O "hobbit" foi descoberto só em 2004, e os dois casos indicam uma diversidade oculta de humanos extintos, que teriam florescido em locais remotos e épocas relativamente recentes.

Cópias
Por enquanto, o material genético obtido é apenas o DNA mitocondrial, ou mtDNA, presente nas mitocôndrias, as usinas de energia das células. É mais fácil extrair mtDNA de ossos antigos porque há 8.000 cópias dele em cada célula, contra apenas uma do DNA "principal", o do núcleo. "Mas já conseguimos obter DNA do núcleo também, e devemos apresentar dados sobre ele em questão de meses", afirma Pääbo. Essa informação -ou, de preferência, fósseis mais completos- é indispensável para tentar saber que cara tinha o "hominídeo fantasma" do sul da Sibéria.
Mutações no mtDNA são muito usadas para diferenciar uma espécie de outra e funcionam em mais de 90% dos casos. Considerando que há uma taxa "média" de mutações, é possível estimar o tempo de separação a partir de um ancestral comum. Nesse caso, a conta chega a cerca de 1 milhão de anos -algo como o dobro do tempo que separa a linhagem humana moderna da dos neandertais.

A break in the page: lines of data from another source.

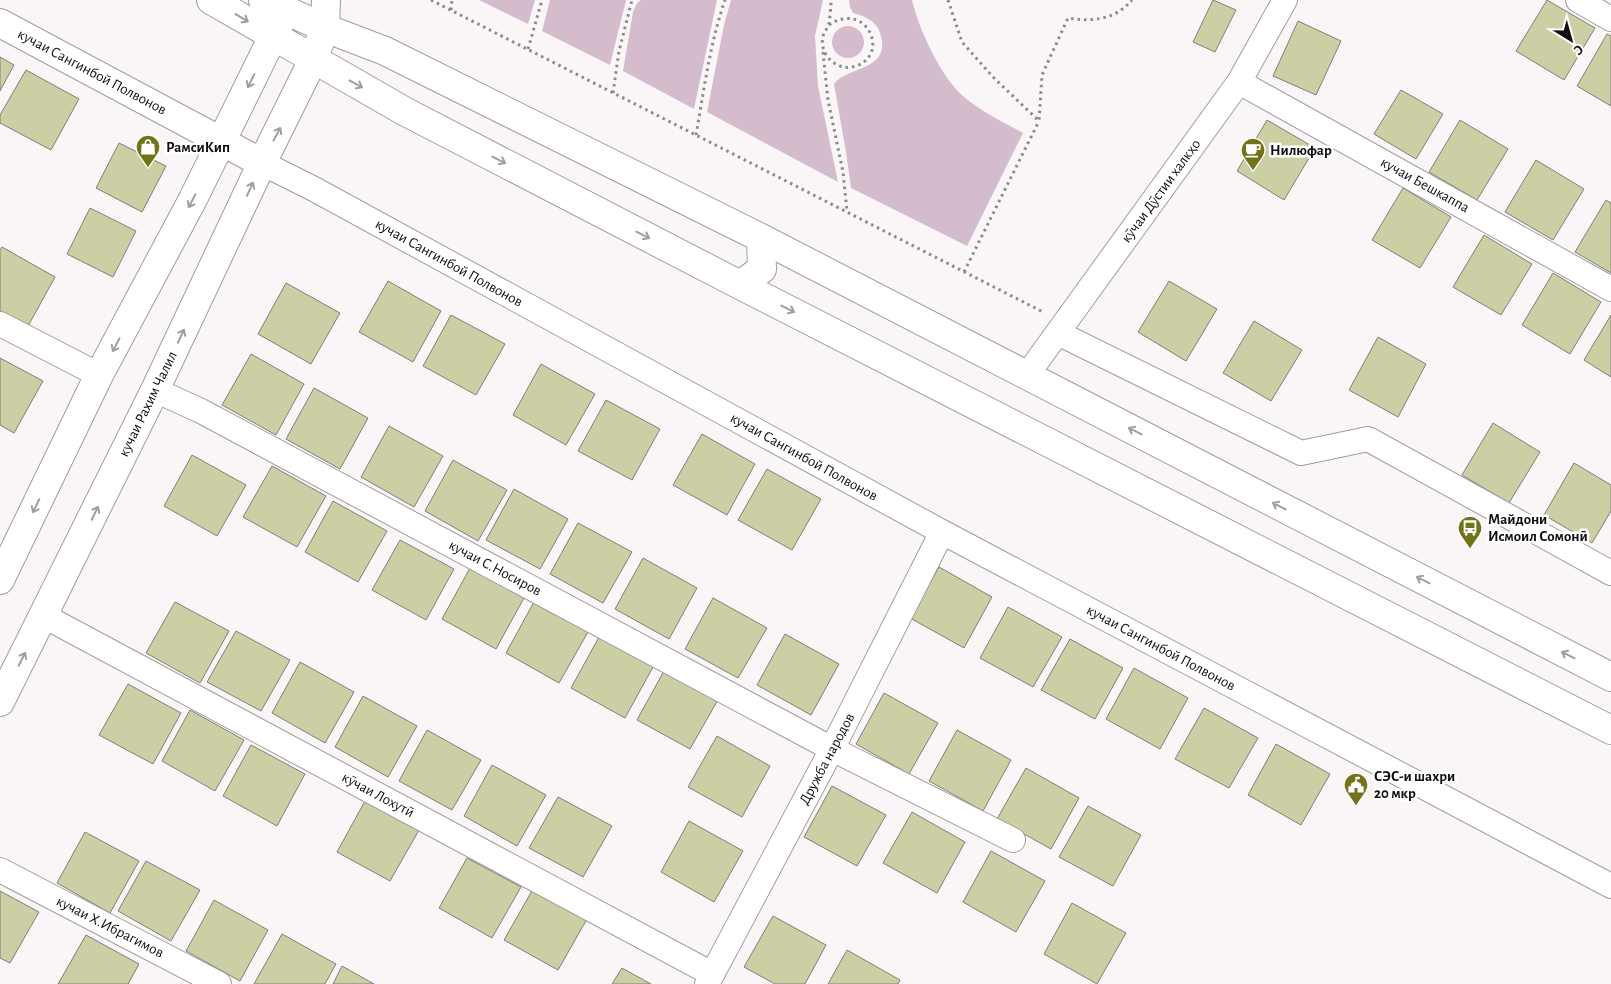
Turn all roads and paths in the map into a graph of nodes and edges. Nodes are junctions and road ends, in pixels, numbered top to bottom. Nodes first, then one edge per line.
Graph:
1 (211, 0) edge
2 (326, 0) edge
3 (431, 0) edge
4 (452, 0) edge
5 (542, 0) edge
6 (632, 0) edge
7 (725, 0) edge
8 (832, 0) edge
9 (948, 0) edge
10 (1132, 0) edge
11 (1285, 0) edge
12 (1578, 0) edge
13 (281, 3) edge
14 (451, 10) junction
15 (1611, 19) edge
16 (0, 23) edge
17 (829, 25) junction
18 (325, 28) junction
19 (273, 37) junction
20 (528, 49) junction
21 (823, 49) junction
22 (313, 60) junction
23 (1239, 82) junction
24 (613, 93) junction
25 (1039, 121) junction
26 (696, 135) junction
27 (221, 142) junction
28 (262, 163) junction
29 (847, 212) junction
30 (761, 238) junction
31 (964, 272) junction
32 (740, 285) junction
33 (1611, 289) edge
34 (0, 324) edge
35 (1061, 328) junction
36 (99, 375) junction
37 (1027, 375) junction
38 (155, 390) junction
39 (942, 532) junction
40 (1611, 573) edge
41 (0, 580) edge
42 (44, 616) junction
43 (1611, 677) edge
44 (0, 702) edge
45 (1611, 730) edge
46 (832, 750) junction
47 (1014, 840) dead end
48 (0, 870) edge
49 (1611, 886) edge
50 (710, 979) edge
51 (219, 984) edge

1 -> 19 main road
2 - 18 main road, кучаи Рахим Чалил
3 - 14 path
4 - 14 path
5 - 20 path
6 - 24 path
7 - 26 path
8 - 17 path
9 - 25 path
10 - 25 path
11 - 23 street, кӯчаи Дӯстии халкҳо
12 - 15 street
13 - 18 main road
13 - 19 main road
14 - 20 path
16 - 27 main road, кучаи Сангинбой Полвонов
17 - 21 path
17 - 21 path
18 - 22 main road, кучаи Рахим Чалил
18 - 30 main road
19 - 22 main road
19 -> 27 main road
20 - 24 path
21 - 29 path
28 -> 22 main road, кучаи Рахим Чалил
22 -> 32 main road
23 - 33 street, кучаи Бешкаппа
23 - 35 street, кӯчаи Дӯстии халкҳо
24 - 26 path
25 - 31 path
26 - 29 path
27 - 28 main road, кучаи Сангинбой Полвонов
27 -> 36 main road
38 -> 28 main road, кучаи Рахим Чалил
28 - 39 street, кучаи Сангинбой Полвонов
29 - 31 path
30 - 32 main road
30 - 37 main road
31 - 35 path
32 -> 45 main road
34 - 36 street
35 - 37 street, кӯчаи Дӯстии халкҳо
35 - 40 street
36 -> 41 main road
43 -> 37 main road
42 -> 38 main road, кучаи Рахим Чалил
38 - 46 street, кучаи С.Носиров
39 - 46 street, Дружба народов
39 - 49 street, кучаи Сангинбой Полвонов
44 -> 42 main road, кучаи Рахим Чалил
42 - 50 street, кӯчаи Лохутӣ
46 - 47 street, кучаи С.Носиров
46 - 50 street, Дружба народов
48 - 51 street, кучаи Х.Ибрагимов

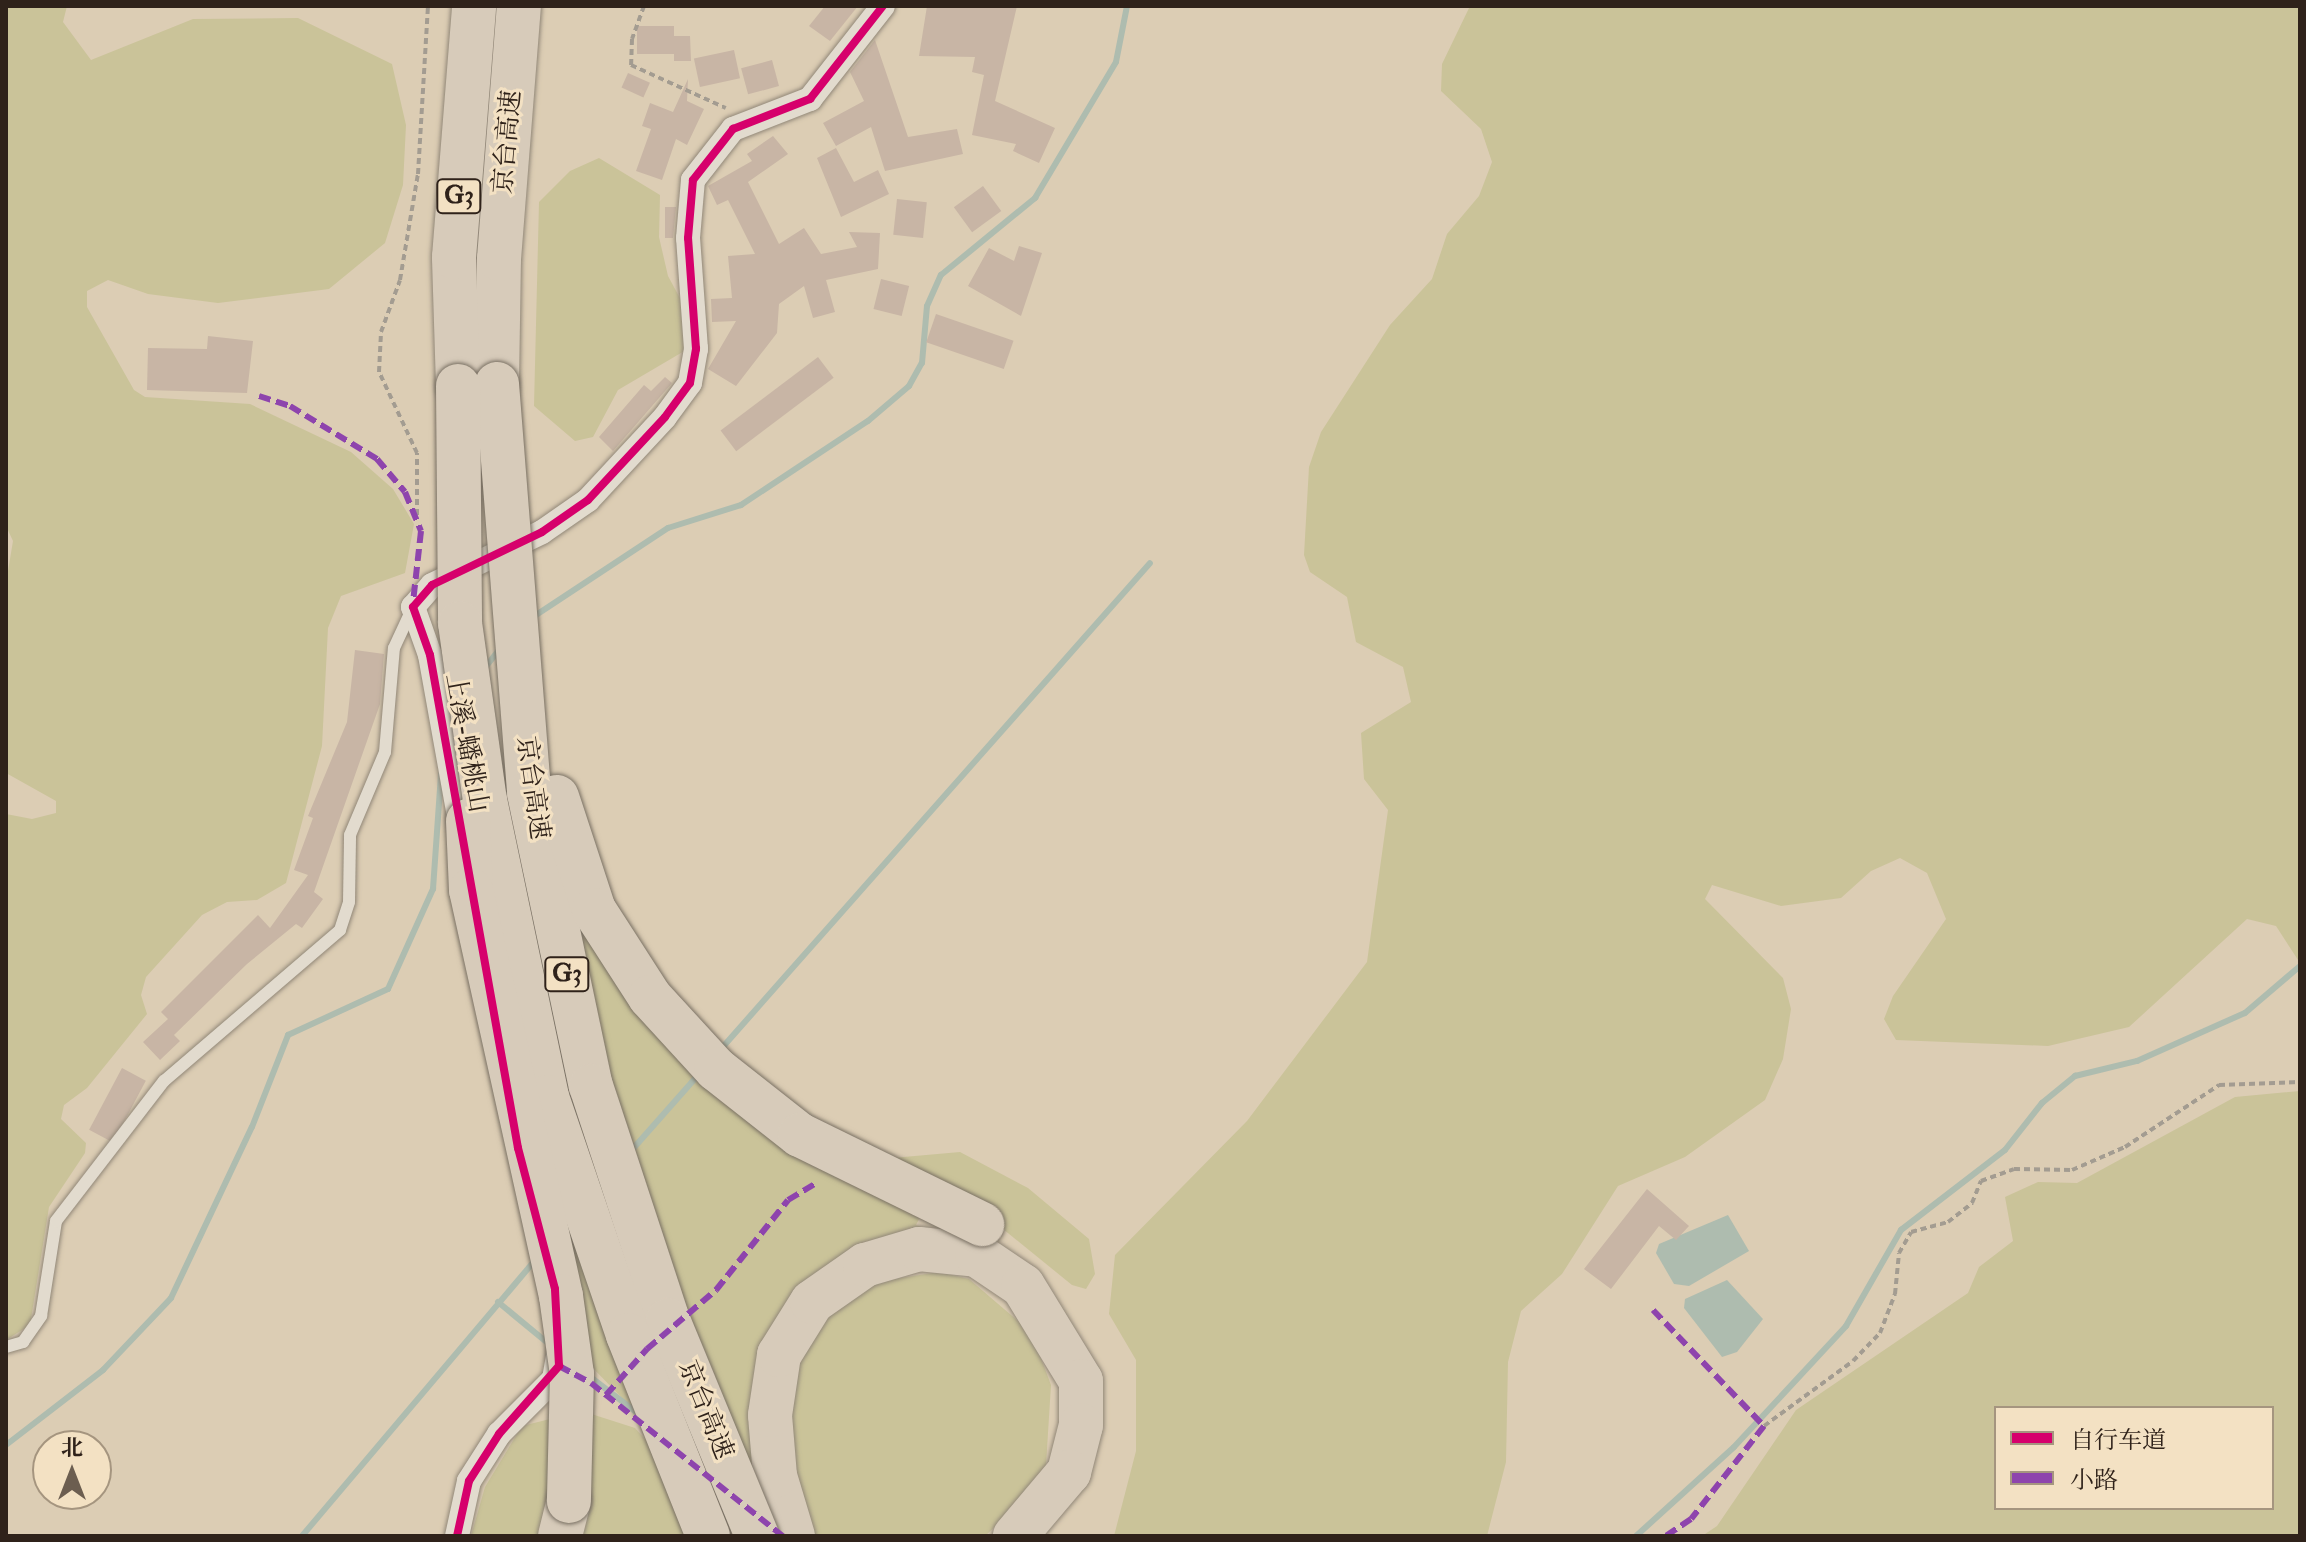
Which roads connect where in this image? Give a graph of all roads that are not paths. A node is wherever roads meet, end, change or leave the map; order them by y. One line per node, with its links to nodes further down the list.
1 (474, 6): 4 (highway, 京台高速 / G3)
2 (519, 6): 4 (highway, 京台高速 / G3)
3 (883, 6): 6 (street)
4 (477, 385): 5 (highway, 京台高速 / G3, bridge); 7 (highway, 京台高速 / G3, bridge)
5 (506, 549): 8 (highway, bridge); 13 (highway, 京台高速 / G3, bridge)
6 (413, 607): 9 (lane); 11 (street, 上溪-蟠桃山)
7 (460, 623): 10 (highway, bridge); 12 (highway, 京台高速 / G3, bridge)
8 (979, 1240): 14 (highway); 15 (highway); 16 (highway)
9 (6, 1347)
10 (564, 1518)
11 (457, 1536)
12 (708, 1536)
13 (757, 1536)
14 (793, 1536)
15 (1015, 1536)
16 (1051, 1536)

Contudo, dispondo apenas do mtDNA, é muito cedo para cravar que se trata de uma espécie nova de hominídeo, alerta John Hawks, antropólogo da Universidade de Wisconsin em Madison (EUA). "Pode ser que haja divergências muito antigas dentro do mtDNA dos neandertais que nós ainda não tínhamos observado. Precisamos de algo além do polegar", disse Hawks ao comentar o achado em seu blog.